The reason is, the robot is trying to find the shortest distance to wall.
As we all know, from mathematics, the significance of angle becomes more important if the distance increases.
So, if the distance between the wall and robot is few meters (very far from robot) then +/- 2 degrees will be a significant factor to worry about. Since you are working on finding the shortest distance from robot to a wall, the distance is lesser than 1 meter, so +/- 2 degrees will not cause any problems to you.
I hope that I explained this clearly.
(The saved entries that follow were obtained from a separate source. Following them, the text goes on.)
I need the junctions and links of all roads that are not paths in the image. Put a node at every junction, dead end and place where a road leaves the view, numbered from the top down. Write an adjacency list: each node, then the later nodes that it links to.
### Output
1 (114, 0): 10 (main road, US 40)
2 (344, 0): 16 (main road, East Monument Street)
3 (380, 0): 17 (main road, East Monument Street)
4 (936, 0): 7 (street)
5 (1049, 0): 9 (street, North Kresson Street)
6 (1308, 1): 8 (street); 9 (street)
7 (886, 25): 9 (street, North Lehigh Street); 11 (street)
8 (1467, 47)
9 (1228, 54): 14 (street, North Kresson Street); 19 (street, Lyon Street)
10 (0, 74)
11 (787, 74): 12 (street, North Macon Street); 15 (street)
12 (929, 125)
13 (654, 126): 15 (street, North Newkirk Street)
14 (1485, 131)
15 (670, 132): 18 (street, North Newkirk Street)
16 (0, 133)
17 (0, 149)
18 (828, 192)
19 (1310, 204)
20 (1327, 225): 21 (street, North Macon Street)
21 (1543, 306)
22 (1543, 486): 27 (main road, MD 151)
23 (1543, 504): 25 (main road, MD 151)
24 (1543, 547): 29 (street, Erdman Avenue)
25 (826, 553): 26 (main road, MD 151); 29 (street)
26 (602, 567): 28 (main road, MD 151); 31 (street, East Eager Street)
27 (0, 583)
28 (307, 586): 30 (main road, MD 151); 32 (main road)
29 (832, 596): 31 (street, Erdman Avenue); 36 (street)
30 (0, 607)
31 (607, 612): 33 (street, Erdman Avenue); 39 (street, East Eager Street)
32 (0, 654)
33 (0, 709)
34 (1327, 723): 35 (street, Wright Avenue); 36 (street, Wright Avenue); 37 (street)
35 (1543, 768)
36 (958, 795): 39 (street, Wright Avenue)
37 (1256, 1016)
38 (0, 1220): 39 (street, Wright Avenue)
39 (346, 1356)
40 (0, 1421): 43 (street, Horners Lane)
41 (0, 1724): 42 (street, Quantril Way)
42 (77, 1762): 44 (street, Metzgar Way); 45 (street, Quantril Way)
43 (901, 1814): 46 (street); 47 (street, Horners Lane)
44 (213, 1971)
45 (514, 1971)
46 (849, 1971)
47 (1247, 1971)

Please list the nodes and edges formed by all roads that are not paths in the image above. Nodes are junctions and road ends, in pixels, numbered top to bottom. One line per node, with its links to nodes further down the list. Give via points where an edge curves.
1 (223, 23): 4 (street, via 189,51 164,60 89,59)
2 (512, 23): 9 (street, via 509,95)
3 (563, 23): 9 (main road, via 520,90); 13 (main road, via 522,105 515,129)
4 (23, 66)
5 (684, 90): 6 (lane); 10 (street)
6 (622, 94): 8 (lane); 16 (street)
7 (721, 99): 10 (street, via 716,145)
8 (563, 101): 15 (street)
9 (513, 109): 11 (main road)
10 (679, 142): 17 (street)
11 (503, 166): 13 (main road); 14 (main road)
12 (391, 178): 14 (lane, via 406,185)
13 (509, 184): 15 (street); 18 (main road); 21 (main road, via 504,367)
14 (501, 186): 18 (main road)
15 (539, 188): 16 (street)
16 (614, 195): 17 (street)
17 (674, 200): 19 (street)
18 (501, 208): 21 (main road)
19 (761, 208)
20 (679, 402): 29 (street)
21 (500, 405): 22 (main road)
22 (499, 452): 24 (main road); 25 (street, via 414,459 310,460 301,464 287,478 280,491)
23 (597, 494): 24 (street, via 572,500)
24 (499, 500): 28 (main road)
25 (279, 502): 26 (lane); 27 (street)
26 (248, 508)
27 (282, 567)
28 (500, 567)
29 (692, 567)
Let me know if you still need help!
Regards,
Girish
P.S: Instead of putting in too much effort into minimizing +/- 2 degree error, try to add your own algorithm to find a wall faster - an example would be to use statistical methods to find if the robot is actually facing a wall or an obstacle by analyzing laser scan samples for the frontal range of say +/- 45 degrees from the front laser scan ray (I think this is 360 if you have 720 laser scan readings).